Reinvigorated, Mack sent for Schulmeister, and having discussed the intelligence with his newly recruited spy, instructed him to leave Ulm that evening and return to Stuttgart to verify the stories and discover the latest information. To avoid running into French patrols he was first to ride towards the north-east, advise Werneck of these latest developments, then turn back westwards to Stuttgart. Meanwhile, Mack gave full rein to his ‘Dream of the Enemy’s Retreat’ as he later called it, and issued new orders that he believed would herald the opening moves of the eventual joint advance of his army and Kutuzov’s Russians on Paris. Mack now decided to hold Ulm, cancelling the orders for Schwarzenberg’s corps to join the exodus to the north-east. However, Werneck and Jella
i
were to continue with their original orders, as was Riesch for the time being. Mack intended to redirect Riesch once he knew more details of the French movements and Werneck had secured the retreat of the reserve artillery and baggage.
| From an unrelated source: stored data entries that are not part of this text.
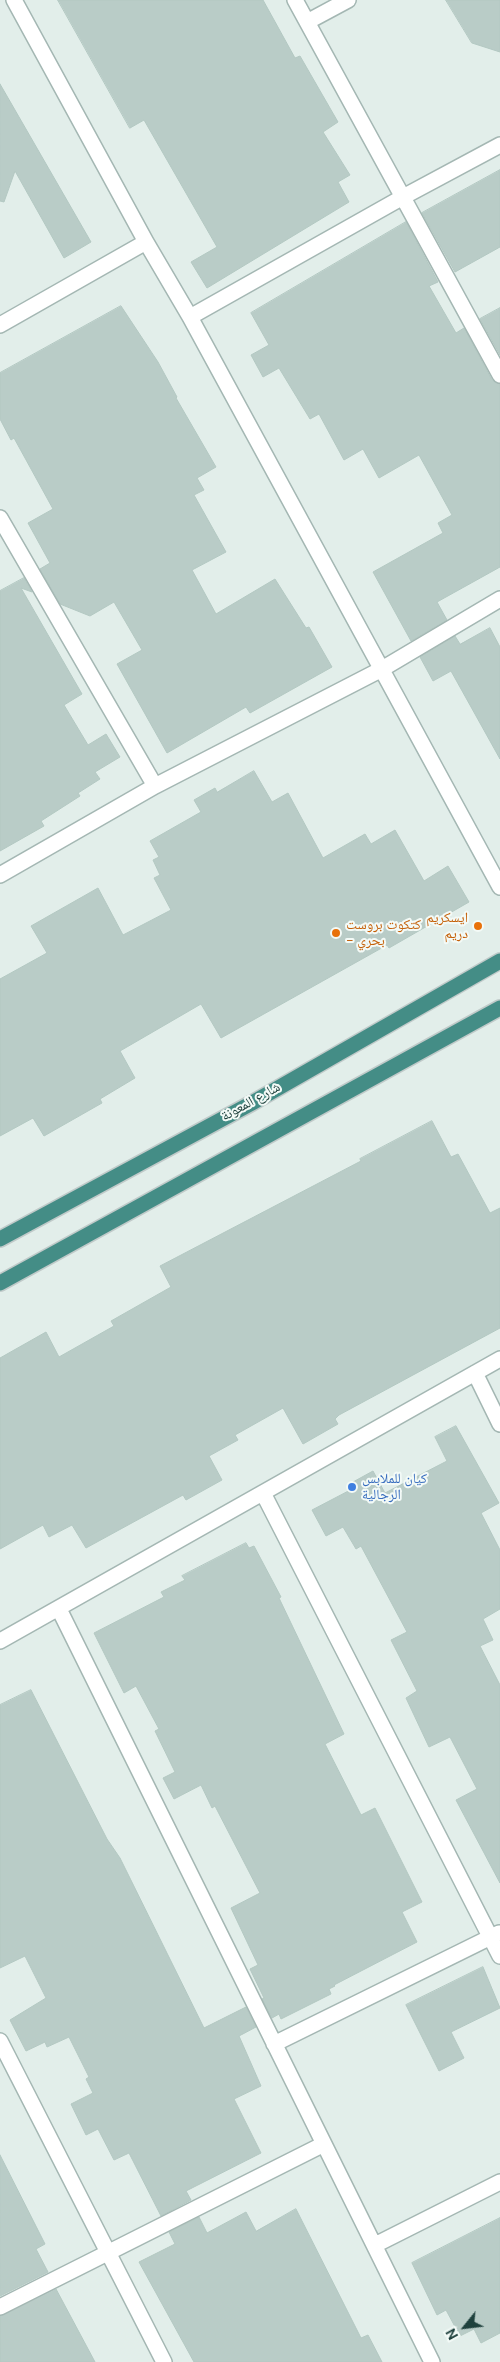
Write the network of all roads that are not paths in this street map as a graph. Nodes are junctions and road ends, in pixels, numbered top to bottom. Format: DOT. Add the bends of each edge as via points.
graph roads {
  1 [pos="14,0"];
  2 [pos="295,0"];
  3 [pos="348,0"];
  4 [pos="307,22"];
  5 [pos="500,145"];
  6 [pos="403,197"];
  7 [pos="146,242"];
  8 [pos="190,317"];
  9 [pos="0,326"];
  10 [pos="500,375"];
  11 [pos="0,518"];
  12 [pos="500,599"];
  13 [pos="382,669"];
  14 [pos="155,786"];
  15 [pos="0,875"];
  16 [pos="500,887"];
  17 [pos="500,961"];
  18 [pos="500,1008"];
  19 [pos="0,1239"];
  20 [pos="0,1283"];
  21 [pos="500,1359"];
  22 [pos="476,1373"];
  23 [pos="500,1424"];
  24 [pos="263,1493"];
  25 [pos="59,1609"];
  26 [pos="0,1641"];
  27 [pos="495,1934"];
  28 [pos="500,1956"];
  29 [pos="0,2041"];
  30 [pos="274,2044"];
  31 [pos="324,2144"];
  32 [pos="500,2182"];
  33 [pos="375,2245"];
  34 [pos="108,2252"];
  35 [pos="0,2307"];
  36 [pos="164,2362"];
  37 [pos="432,2362"];
  1 -- 7 [label="street"];
  2 -- 4 [label="street"];
  3 -- 4 [label="street"];
  4 -- 6 [label="street"];
  5 -- 6 [label="street"];
  6 -- 8 [label="street"];
  6 -- 10 [label="street"];
  7 -- 8 [label="street"];
  7 -- 9 [label="street"];
  8 -- 13 [label="street"];
  11 -- 14 [label="street"];
  12 -- 13 [label="street"];
  13 -- 14 [label="street"];
  13 -- 16 [label="street"];
  14 -- 15 [label="street"];
  17 -- 19 [label="highway, شارع المعونة" via="252,1103"];
  18 -- 20 [label="highway"];
  21 -- 22 [label="street"];
  22 -- 23 [label="street"];
  22 -- 24 [label="street"];
  24 -- 25 [label="street"];
  24 -- 27 [label="street"];
  25 -- 26 [label="street"];
  25 -- 30 [label="street"];
  27 -- 28 [label="street"];
  27 -- 30 [label="street"];
  29 -- 34 [label="street"];
  30 -- 31 [label="street"];
  31 -- 33 [label="street"];
  31 -- 34 [label="street"];
  32 -- 33 [label="street"];
  33 -- 37 [label="street"];
  34 -- 35 [label="street"];
  34 -- 36 [label="street"];
}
That night, at Elchingen, FML Riesch received a copy of Mack’s ‘convictions’, which spelt out the commander’s new understanding of the military situation. Although many French campfires were visible from the abbey at Elchingen, in a great arc on the south bank of the Danube from Leipheim to Weißenhorn, Riesch and his commanders fully anticipated continuing their march unmolested in the morning. But even as they settled down for the night, Maréchal Ney was preparing an assault on their position.
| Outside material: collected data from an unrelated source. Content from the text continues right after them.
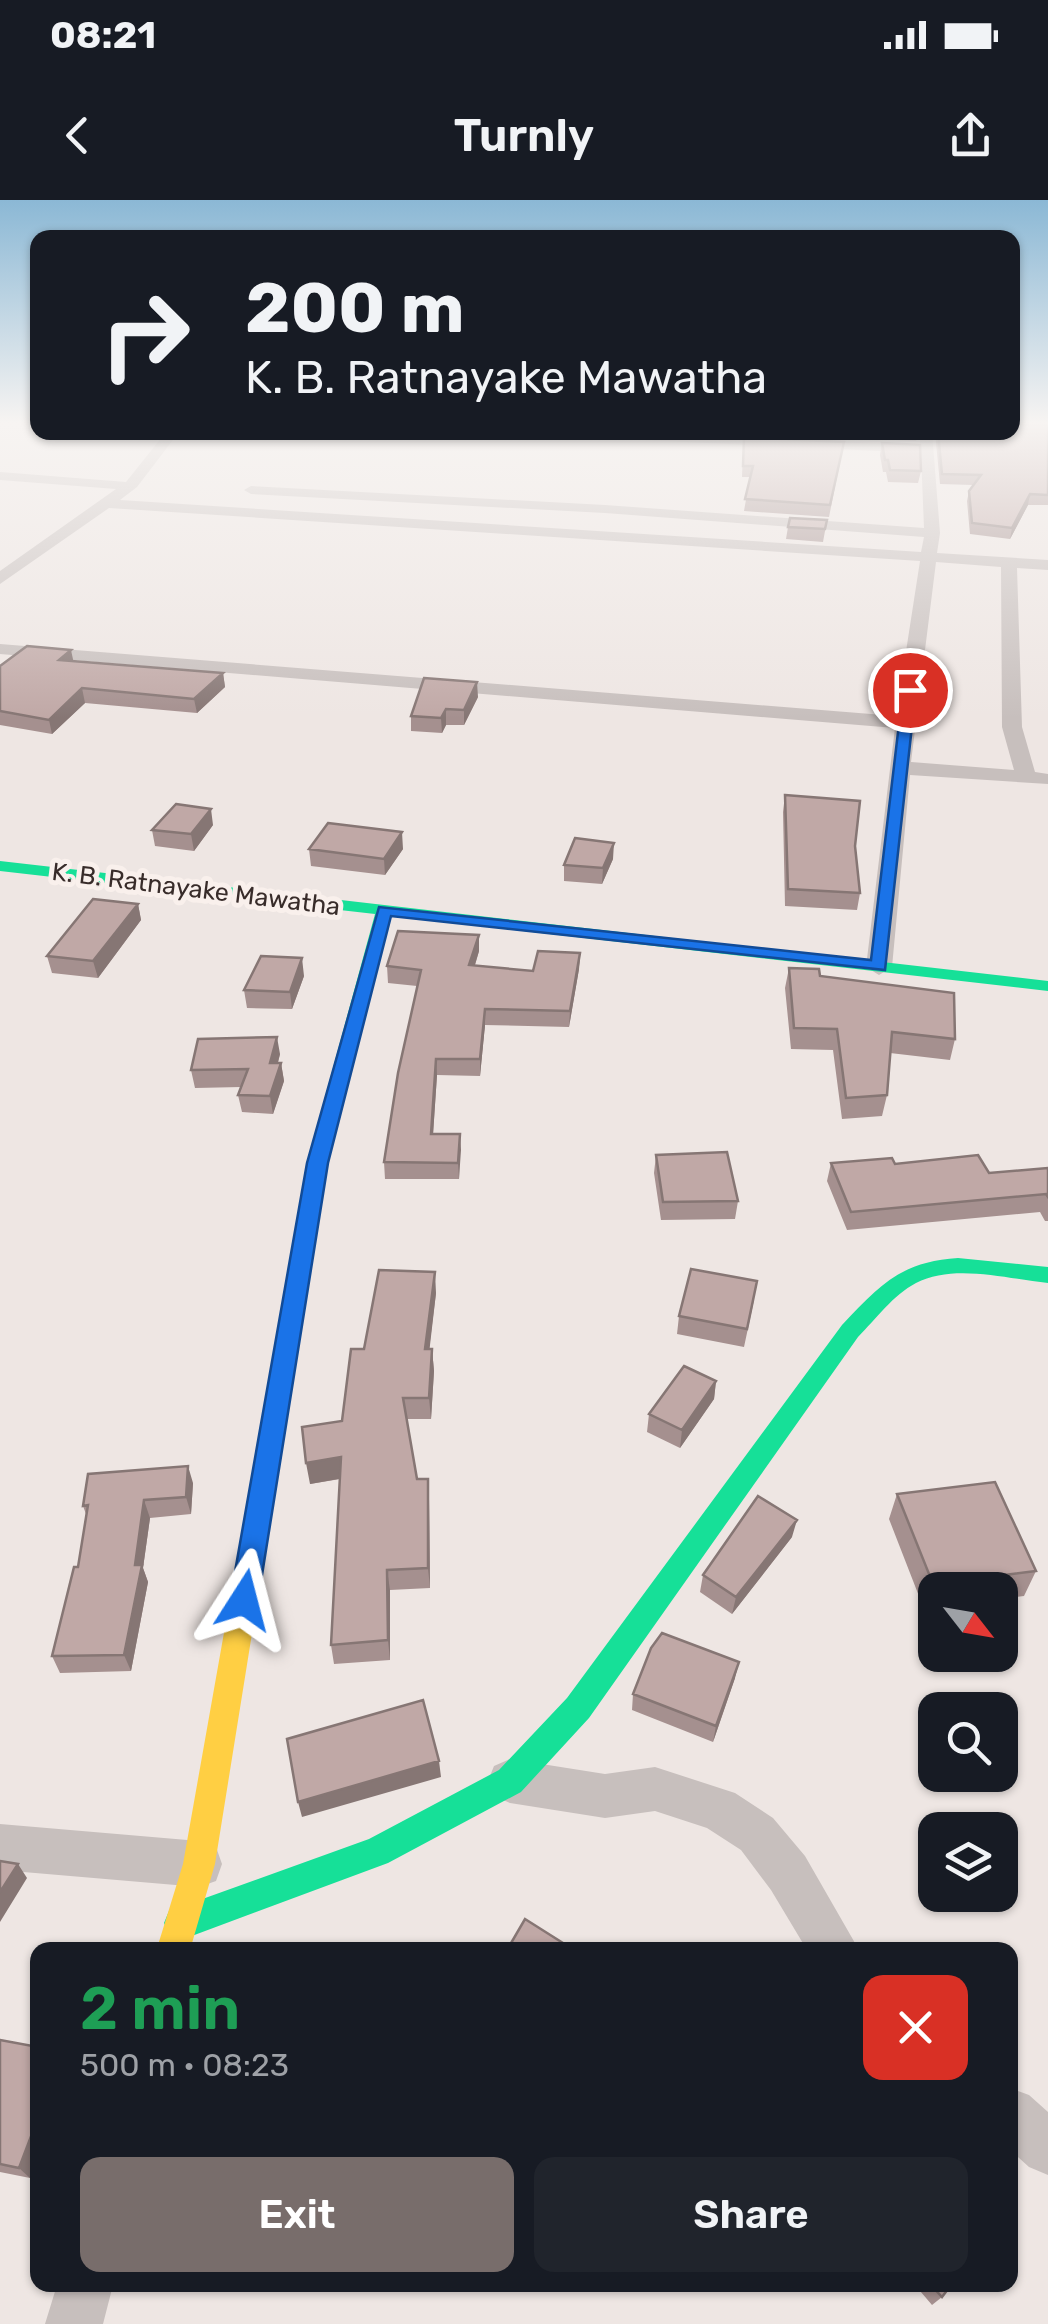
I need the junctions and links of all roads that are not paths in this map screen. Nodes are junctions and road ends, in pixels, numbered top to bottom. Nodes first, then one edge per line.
1 (82, 520) edge
2 (367, 520) edge
3 (757, 520) edge
4 (931, 520) edge
5 (932, 533) junction
6 (929, 557) junction
7 (1009, 564) junction
8 (1048, 565) edge
9 (0, 579) edge
10 (0, 648) edge
11 (904, 723) junction
12 (902, 768) junction
13 (1026, 778) junction
14 (1048, 780) edge
15 (0, 866) edge
16 (384, 910) junction
17 (879, 966) junction
18 (1048, 986) edge
19 (1048, 1275) edge
20 (510, 1782) junction
21 (0, 1848) edge
22 (199, 1864) junction
23 (182, 1923) junction
24 (176, 1942) edge
25 (830, 1942) edge
26 (1018, 2121) edge
27 (1048, 2148) edge
28 (82, 2292) edge
29 (74, 2324) edge

1 - 9 street
2 - 6 street
3 - 5 street
4 - 5 street
5 - 6 street
6 - 7 street
6 - 11 street
7 - 8 street
7 - 13 street
10 - 11 street
11 - 12 street
12 - 13 street
12 - 17 street
13 - 14 street
15 - 16 main road, K. B. Ratnayake Mawatha
16 - 17 main road, K. B. Ratnayake Mawatha
16 - 22 main road
17 - 18 main road, K. B. Ratnayake Mawatha
19 - 20 main road
20 - 23 main road
20 - 25 street
21 - 22 street
22 - 23 main road
23 - 24 main road
26 - 27 street
28 - 29 street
Having caught up with Werneck’s rearguard, Schulmeister spent that night at Neenstetten, about 3 miles to the west of Nerenstetten. The next day he joined Werneck, and while updating him on the developments in Ulm, secretly compiled a detailed breakdown of Werneck’s command. Back in Ulm, Archduke Ferdinand looked on helplessly, fuming with frustration, as the army he believed was rightly his to command followed instead the constantly evolving orders of FML Mack. He expressed his helplessness and anger at Mack’s handling of the army in a letter written to Archduke Charles that evening:

‘In a whole book one could not describe our situation and the madness of Mack. Mack, at least a complete fool, has by his eternal marching to and fro, plan-changes etc. brought us to the point, where without striking a blow, we see the whole army dissolving into nothing. His majesty, the kaiser, gave him complete power and I am in the most unpleasant, I can probably say desperate, situation in the world. I must, so to speak, watch the whole army collapse before my eyes under my signature.’
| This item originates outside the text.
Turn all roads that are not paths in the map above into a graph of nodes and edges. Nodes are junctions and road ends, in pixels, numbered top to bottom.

In the next twenty-four hours Ferdinand’s festering contempt for Mack reached breaking point.

Napoleon’s verbal attack on Maréchal Ney, for leaving Dupont’s division exposed on the north bank of the Danube, left the commander of VI Corps boiling with anger towards Murat, who had ordered him to make the dispositions against his own judgement. Now the emperor ordered Ney to take the bridge at Elchingen and lead his men across the Danube. Nothing was going to stop him carrying out his orders, not the river, nor Riesch’s corps on the opposite bank. He returned to his headquarters at Leipheim from where he issued his orders. At 7.00am on 14 October the remains of Dupont’s division standing on the Brenz was to advance once more towards Albeck, close to the scene of their battle at Haslach-Jungingen. Loison, whose division had seen little action so far, would lead the assault across the river, while Malher’s division, blooded at Günzburg, formed the reserve. In addition to his infantry, Ney had eighteen artillery pieces and two light cavalry regiments from his own corps and Bourcier’s attached dragoon division. In all, Ney could call on around 15,000 men to storm across the Danube. By the early hours of the morning all was ready. The troops were in a high state of excitement and houses in the surrounding villages had been broken down and wood removed to provide planking, with which to repair the partly demolished bridge. A civilian observer in Elchingen recalled that the French deployed like a threatening ‘black thundercloud’ amidst the hail and storm. It was the appearance of this same ‘thundercloud’ at around 7.30am that advised Riesch of the danger materialising on his flank.